04e   	mulss   XMM1, [RAX + #24 (8-bit)]
053   	movss   [RAX + #24 (8-bit)], XMM1	# float
058   	movss   XMM0, [R9 + #28 (8-bit)]	# float
05e   	mulss   XMM0, [RAX + #28 (8-bit)]
063   	movss   [RAX + #28 (8-bit)], XMM0	# float
068   	movss   XMM1, [R9 + #32 (8-bit)]	# float
06e   	mulss   XMM1, [RAX + #32 (8-bit)]
073   	movss   [RAX + #32 (8-bit)], XMM1	# float
078   	movss   XMM0, [RAX + #36 (8-bit)]	# float
07d   	mulss   XMM0, [R9 + #36 (8-bit)]
083   	movss   [RAX + #36 (8-bit)], XMM0	# float
088   	incl    R11	# int
08b   	cmpl    R11, #1
08f   	jl,s   B2	# loop end  P=0.500000 C=1180672.000000

I dug a little further and it looks like even though the optimizer recognizes that this code should be SIMD’d it decides against it in the end. It rejects the arithmetic as unsupported, which it is but without directly debugging the C code I’m not sure why it thinks vector adds/muls/etc are not supported, and it thinks the vector loads/stores are not worth the effort for some reason. At this point I’d love to see the test code that was used to verify that this optimization actually works. Is this optimization too conservative to be useful or just buggy?

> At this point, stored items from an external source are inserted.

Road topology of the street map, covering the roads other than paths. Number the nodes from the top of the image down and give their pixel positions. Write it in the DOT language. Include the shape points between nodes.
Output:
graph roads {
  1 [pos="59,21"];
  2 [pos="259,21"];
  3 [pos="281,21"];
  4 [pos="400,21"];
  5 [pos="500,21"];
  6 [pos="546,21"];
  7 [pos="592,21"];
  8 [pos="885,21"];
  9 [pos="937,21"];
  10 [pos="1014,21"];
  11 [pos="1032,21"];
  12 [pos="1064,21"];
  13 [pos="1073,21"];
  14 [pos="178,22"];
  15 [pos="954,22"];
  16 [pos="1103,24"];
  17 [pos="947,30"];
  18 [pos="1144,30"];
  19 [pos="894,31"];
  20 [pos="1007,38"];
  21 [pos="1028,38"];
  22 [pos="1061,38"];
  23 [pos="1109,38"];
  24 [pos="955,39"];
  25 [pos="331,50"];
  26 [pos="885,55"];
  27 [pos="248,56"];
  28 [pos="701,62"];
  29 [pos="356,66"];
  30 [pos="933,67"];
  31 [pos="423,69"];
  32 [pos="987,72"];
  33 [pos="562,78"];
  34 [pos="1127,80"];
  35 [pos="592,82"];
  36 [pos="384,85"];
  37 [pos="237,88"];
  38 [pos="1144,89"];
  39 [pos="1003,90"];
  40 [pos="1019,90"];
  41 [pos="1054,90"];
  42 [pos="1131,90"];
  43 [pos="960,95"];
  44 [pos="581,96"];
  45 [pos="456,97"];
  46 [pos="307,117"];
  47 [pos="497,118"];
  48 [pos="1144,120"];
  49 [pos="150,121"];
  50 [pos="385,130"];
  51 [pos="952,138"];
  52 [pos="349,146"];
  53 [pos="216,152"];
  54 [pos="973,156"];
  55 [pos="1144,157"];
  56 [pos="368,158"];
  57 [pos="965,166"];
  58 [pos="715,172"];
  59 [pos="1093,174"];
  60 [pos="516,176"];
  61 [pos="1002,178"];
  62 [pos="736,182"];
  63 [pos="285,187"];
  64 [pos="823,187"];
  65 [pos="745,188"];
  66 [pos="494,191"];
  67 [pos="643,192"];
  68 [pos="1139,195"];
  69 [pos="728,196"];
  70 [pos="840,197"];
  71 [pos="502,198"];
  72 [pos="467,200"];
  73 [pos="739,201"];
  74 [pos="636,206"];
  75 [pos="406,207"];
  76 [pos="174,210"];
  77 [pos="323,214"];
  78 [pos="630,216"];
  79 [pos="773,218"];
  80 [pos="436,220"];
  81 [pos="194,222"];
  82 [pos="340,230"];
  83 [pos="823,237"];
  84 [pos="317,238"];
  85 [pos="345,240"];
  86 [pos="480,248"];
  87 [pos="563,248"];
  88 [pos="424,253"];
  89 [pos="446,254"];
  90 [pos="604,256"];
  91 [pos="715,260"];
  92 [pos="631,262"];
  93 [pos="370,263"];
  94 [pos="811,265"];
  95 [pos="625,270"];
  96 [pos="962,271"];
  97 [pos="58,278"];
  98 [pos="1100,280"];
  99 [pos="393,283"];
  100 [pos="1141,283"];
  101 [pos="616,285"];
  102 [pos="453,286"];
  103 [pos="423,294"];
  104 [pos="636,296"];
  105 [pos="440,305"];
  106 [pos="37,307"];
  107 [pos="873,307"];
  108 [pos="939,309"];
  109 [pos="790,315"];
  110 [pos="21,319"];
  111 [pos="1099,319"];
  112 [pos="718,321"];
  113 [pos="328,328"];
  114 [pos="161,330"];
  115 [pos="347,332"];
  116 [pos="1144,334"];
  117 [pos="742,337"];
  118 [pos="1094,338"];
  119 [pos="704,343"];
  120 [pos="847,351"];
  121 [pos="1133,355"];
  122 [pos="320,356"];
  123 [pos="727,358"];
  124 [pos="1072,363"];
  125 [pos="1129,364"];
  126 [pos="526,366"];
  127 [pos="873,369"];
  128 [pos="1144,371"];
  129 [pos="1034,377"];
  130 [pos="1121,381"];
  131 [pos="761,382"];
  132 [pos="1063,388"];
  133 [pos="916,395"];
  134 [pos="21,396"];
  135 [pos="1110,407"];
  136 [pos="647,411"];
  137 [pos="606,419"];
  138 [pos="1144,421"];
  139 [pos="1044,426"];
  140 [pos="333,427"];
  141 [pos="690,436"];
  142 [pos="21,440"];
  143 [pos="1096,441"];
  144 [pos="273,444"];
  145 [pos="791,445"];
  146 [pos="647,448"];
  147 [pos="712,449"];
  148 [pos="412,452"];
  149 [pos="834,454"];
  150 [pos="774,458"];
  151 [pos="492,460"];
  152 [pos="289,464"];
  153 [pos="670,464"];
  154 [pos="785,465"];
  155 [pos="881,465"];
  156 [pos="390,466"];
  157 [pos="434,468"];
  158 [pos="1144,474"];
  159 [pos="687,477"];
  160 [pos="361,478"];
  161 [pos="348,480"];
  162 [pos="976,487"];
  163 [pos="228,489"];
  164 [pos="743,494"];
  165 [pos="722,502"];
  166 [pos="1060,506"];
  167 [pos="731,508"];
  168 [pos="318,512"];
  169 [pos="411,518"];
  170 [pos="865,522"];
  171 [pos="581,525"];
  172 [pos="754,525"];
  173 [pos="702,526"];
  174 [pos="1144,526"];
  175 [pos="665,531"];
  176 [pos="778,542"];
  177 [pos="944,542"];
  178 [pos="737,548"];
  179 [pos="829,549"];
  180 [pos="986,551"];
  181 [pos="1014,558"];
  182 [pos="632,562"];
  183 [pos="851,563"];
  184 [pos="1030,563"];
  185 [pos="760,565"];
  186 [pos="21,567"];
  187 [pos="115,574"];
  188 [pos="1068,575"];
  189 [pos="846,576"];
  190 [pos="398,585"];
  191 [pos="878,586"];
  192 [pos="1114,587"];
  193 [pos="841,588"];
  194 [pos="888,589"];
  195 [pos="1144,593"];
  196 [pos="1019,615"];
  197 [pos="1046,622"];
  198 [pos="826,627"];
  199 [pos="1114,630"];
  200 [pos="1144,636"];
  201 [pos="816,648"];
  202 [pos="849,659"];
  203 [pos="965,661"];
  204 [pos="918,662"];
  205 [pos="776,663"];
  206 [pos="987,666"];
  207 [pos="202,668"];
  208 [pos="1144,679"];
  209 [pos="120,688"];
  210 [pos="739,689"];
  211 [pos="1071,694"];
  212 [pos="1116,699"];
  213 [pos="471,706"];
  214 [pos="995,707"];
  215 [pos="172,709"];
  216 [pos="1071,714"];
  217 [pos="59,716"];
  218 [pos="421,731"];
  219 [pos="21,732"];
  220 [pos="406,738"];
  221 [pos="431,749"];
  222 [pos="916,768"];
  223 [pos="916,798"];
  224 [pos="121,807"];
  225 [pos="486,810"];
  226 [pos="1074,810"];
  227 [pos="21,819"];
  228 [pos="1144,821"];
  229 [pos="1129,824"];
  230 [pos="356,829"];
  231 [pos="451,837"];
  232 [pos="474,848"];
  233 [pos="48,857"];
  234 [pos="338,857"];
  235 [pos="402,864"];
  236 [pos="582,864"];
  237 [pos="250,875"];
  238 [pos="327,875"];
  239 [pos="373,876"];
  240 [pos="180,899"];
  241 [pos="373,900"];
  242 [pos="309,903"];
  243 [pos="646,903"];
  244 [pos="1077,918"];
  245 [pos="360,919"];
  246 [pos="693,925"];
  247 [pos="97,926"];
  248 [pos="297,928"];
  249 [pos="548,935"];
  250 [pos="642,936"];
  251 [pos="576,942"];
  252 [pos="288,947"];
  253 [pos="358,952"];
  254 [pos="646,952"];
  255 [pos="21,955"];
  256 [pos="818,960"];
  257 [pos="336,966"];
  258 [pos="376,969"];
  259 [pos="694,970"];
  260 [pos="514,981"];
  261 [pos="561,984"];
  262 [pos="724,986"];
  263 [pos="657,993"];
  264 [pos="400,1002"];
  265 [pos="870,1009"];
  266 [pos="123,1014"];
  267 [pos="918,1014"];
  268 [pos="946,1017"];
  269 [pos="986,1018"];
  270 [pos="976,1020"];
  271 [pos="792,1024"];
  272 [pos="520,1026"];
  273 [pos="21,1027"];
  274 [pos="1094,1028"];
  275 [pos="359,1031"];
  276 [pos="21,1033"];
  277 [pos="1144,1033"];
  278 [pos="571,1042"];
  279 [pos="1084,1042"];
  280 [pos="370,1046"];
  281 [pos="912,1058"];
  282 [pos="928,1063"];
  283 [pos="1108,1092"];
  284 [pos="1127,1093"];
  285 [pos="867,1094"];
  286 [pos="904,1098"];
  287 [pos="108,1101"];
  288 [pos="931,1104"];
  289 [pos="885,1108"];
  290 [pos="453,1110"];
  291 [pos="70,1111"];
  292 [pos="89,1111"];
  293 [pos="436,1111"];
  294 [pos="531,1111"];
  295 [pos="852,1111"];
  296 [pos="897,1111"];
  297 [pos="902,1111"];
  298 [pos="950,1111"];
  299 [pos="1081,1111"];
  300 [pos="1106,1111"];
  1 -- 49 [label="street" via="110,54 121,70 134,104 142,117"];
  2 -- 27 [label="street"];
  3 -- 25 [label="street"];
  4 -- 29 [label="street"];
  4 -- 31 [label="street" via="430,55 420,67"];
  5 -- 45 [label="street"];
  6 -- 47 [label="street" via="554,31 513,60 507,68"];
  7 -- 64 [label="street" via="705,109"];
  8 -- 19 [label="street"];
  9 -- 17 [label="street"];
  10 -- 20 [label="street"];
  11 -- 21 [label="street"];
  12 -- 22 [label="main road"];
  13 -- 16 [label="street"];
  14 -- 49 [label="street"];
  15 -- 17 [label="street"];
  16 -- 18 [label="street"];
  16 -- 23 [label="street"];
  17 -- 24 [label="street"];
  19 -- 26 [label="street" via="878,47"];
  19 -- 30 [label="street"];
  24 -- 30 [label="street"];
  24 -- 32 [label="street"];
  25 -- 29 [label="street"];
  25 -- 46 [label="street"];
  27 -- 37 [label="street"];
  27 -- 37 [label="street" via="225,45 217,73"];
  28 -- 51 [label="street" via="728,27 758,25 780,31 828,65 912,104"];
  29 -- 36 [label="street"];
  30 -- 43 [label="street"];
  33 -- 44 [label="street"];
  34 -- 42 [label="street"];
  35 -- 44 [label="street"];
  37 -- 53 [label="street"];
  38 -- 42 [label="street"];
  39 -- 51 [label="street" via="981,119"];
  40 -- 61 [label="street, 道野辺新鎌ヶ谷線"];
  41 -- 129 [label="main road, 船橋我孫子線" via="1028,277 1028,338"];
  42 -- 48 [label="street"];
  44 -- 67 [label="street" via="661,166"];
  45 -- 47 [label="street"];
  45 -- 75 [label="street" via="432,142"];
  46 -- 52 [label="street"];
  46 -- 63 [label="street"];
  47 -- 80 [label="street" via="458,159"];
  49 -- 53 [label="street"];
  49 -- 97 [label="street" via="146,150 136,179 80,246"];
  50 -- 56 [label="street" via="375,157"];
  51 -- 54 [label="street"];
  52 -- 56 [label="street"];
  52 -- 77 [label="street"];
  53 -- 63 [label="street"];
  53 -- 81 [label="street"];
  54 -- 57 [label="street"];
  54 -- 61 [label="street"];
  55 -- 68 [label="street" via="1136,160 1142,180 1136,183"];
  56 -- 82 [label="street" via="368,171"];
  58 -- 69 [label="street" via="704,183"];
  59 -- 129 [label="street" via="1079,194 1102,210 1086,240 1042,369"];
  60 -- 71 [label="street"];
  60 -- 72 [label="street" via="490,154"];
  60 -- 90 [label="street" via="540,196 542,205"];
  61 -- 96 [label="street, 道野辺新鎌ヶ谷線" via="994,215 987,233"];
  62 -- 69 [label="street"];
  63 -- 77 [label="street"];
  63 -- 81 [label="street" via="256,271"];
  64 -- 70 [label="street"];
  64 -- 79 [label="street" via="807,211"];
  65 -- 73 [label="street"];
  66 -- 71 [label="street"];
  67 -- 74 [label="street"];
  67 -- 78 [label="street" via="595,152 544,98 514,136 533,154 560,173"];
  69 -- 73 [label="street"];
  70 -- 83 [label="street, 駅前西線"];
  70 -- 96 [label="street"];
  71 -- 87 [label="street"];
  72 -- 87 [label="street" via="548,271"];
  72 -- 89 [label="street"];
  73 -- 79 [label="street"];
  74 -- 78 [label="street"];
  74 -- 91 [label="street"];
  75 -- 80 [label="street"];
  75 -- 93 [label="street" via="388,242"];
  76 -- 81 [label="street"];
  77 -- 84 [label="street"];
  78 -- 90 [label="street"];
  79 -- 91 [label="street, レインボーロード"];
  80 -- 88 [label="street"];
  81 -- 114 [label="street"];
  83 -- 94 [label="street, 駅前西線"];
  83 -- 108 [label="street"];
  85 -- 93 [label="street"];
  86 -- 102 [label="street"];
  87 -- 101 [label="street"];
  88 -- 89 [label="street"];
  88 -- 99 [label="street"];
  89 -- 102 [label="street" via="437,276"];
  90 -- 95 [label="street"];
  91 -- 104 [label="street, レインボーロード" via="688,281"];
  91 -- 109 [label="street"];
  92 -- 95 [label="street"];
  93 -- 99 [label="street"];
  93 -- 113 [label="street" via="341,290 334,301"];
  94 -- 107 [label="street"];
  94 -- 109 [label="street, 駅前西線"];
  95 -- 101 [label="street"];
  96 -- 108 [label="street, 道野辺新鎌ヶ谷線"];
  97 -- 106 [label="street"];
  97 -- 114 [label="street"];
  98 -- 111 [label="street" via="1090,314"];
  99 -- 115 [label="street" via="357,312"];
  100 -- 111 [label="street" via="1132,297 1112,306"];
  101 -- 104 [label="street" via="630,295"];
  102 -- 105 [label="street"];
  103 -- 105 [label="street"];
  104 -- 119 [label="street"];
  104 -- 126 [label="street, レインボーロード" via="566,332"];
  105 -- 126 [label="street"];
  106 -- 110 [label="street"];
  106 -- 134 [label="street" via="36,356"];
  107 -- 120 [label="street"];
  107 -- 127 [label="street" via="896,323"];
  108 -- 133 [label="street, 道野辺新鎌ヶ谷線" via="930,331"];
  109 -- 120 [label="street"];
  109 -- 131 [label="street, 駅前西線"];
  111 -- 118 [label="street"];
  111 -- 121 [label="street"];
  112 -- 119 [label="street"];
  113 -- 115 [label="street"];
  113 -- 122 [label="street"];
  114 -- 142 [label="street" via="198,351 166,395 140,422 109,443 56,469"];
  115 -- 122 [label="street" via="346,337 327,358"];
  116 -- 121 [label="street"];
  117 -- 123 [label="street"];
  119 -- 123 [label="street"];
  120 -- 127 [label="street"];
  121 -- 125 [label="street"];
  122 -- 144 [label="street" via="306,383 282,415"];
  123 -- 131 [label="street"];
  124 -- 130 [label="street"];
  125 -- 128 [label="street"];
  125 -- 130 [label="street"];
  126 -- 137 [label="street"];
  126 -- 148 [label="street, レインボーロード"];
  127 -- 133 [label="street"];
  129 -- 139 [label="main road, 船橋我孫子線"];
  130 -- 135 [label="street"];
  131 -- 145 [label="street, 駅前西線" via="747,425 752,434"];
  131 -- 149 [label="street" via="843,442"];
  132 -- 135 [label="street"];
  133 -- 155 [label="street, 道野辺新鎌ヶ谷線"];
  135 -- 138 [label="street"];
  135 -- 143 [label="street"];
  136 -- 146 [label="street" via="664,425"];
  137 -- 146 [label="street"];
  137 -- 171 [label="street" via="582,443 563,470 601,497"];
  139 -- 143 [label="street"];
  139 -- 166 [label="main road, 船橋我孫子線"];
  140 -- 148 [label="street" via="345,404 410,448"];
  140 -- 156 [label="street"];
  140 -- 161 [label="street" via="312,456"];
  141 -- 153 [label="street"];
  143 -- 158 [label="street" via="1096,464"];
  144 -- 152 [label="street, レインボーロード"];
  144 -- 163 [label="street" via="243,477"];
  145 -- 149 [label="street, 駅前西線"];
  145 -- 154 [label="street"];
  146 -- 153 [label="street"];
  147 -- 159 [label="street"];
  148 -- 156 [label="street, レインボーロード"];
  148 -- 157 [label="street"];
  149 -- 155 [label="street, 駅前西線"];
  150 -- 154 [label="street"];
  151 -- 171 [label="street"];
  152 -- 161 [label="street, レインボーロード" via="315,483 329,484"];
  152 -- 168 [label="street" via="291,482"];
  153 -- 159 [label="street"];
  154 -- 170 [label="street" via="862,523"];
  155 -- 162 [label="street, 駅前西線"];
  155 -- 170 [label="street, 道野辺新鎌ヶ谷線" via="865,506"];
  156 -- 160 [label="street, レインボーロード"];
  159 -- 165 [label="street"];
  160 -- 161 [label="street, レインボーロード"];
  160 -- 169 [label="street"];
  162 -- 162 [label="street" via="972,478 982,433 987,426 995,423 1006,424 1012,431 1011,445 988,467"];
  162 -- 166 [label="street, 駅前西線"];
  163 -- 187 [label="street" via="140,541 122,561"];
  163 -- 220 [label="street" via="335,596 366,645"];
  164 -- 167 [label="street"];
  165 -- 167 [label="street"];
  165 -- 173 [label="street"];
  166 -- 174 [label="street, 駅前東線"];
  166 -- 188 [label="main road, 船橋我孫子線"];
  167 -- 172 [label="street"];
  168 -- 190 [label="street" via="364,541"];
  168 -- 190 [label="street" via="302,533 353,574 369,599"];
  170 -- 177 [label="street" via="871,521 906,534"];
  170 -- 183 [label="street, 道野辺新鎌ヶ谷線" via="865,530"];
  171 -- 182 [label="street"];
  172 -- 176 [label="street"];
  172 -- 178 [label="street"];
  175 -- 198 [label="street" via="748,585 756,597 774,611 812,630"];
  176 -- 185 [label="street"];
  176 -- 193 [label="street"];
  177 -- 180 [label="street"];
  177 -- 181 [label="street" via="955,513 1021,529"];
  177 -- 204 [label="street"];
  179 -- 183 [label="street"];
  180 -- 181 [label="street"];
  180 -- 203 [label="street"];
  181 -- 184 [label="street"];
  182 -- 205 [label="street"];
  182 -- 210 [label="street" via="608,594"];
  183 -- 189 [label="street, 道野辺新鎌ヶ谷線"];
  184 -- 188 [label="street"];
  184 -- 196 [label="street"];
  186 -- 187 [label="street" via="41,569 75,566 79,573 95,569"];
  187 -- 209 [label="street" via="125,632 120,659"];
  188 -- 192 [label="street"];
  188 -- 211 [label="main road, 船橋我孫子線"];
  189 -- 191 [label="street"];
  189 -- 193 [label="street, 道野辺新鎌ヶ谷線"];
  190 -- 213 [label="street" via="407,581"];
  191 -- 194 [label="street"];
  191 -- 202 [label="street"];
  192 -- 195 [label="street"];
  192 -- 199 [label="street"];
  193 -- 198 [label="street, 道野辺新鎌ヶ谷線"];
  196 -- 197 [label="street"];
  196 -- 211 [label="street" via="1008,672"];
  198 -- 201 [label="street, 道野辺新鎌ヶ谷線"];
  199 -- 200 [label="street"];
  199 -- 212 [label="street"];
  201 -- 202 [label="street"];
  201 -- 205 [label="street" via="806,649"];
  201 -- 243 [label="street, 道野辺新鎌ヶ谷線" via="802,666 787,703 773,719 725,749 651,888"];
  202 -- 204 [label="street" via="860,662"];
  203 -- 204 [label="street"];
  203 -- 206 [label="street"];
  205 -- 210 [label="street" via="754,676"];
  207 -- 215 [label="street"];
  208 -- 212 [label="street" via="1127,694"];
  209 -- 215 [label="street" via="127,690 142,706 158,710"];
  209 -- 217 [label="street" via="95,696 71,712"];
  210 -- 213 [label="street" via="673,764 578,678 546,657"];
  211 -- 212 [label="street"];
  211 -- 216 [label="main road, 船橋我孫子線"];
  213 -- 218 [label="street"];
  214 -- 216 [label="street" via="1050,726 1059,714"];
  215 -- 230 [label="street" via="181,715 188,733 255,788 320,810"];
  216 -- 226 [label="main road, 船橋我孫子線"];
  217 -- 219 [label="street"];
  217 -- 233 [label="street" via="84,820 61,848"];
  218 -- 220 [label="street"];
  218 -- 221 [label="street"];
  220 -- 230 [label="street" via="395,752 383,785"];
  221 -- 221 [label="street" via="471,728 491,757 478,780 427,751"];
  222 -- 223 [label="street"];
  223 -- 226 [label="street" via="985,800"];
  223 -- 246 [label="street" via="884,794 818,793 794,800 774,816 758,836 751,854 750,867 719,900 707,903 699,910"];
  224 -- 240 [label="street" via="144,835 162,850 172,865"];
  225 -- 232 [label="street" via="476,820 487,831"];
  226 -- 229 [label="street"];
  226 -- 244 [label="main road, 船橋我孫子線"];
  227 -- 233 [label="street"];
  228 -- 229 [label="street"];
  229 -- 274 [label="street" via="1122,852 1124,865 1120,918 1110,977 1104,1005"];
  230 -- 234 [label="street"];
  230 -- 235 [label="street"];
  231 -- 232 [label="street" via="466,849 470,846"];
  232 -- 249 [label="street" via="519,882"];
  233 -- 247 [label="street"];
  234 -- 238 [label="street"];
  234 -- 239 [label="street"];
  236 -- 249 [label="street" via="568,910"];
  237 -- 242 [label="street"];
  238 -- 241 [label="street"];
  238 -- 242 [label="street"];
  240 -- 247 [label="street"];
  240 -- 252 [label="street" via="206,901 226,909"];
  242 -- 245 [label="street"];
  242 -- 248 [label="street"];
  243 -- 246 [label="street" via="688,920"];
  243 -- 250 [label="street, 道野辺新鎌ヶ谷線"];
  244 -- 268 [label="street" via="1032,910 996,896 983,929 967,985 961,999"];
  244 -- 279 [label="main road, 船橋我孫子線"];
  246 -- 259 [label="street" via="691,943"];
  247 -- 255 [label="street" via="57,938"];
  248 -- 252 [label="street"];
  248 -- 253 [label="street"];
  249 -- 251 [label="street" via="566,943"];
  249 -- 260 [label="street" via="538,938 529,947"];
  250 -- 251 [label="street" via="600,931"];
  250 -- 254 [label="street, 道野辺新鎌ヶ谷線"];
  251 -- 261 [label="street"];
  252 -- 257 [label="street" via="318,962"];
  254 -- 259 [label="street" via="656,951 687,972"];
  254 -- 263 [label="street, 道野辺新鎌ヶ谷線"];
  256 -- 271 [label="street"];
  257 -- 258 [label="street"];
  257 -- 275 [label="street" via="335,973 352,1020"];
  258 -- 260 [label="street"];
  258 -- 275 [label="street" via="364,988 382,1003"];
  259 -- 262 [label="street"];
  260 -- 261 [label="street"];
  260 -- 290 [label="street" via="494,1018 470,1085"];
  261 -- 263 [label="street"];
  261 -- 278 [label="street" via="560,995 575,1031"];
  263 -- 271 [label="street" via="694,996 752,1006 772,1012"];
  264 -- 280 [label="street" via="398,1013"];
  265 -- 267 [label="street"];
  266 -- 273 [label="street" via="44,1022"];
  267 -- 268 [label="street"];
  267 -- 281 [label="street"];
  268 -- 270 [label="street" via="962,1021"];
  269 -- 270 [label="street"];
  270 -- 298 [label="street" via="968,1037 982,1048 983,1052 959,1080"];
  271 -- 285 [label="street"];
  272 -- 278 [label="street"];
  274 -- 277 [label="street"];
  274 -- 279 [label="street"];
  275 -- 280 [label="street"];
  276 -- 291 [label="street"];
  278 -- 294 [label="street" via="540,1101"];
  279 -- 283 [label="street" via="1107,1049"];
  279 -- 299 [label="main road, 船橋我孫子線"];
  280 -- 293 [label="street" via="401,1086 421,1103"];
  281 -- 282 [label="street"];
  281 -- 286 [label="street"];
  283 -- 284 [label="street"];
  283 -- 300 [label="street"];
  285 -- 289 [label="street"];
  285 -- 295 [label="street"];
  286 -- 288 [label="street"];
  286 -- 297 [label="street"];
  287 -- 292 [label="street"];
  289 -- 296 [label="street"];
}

Why not ask hotspot developers directly? http://mail.openjdk.java.net/mailman/listinfo/hotspot-dev

Dmitri

I suppose that is the next course of action. From what I can tell the compiler doesn’t know how to generate ADDPS/MULPS/SUBPS/DIVPS opcodes. That would be the reason for the vector arithmetic being rejected as being unsupported by SuperWord. It looks like the compiler can use MOVAPS but appears to only support moving data from mmx register to mmx register so that probably is the reason that the vector moves are rejected as unproductive. I probably just missed something obvious but it looks like no one added the arithmetic SIMD opcodes to the compiler.

I’m guessing that a response might not arrive until after the holidays so I’m going to try and figure out how to add the opcodes to hotspot myself. Unless I’m totally wrong, and I certainly hope I am, the SuperWord optimization won’t actually do anything useful on a x86 cpu.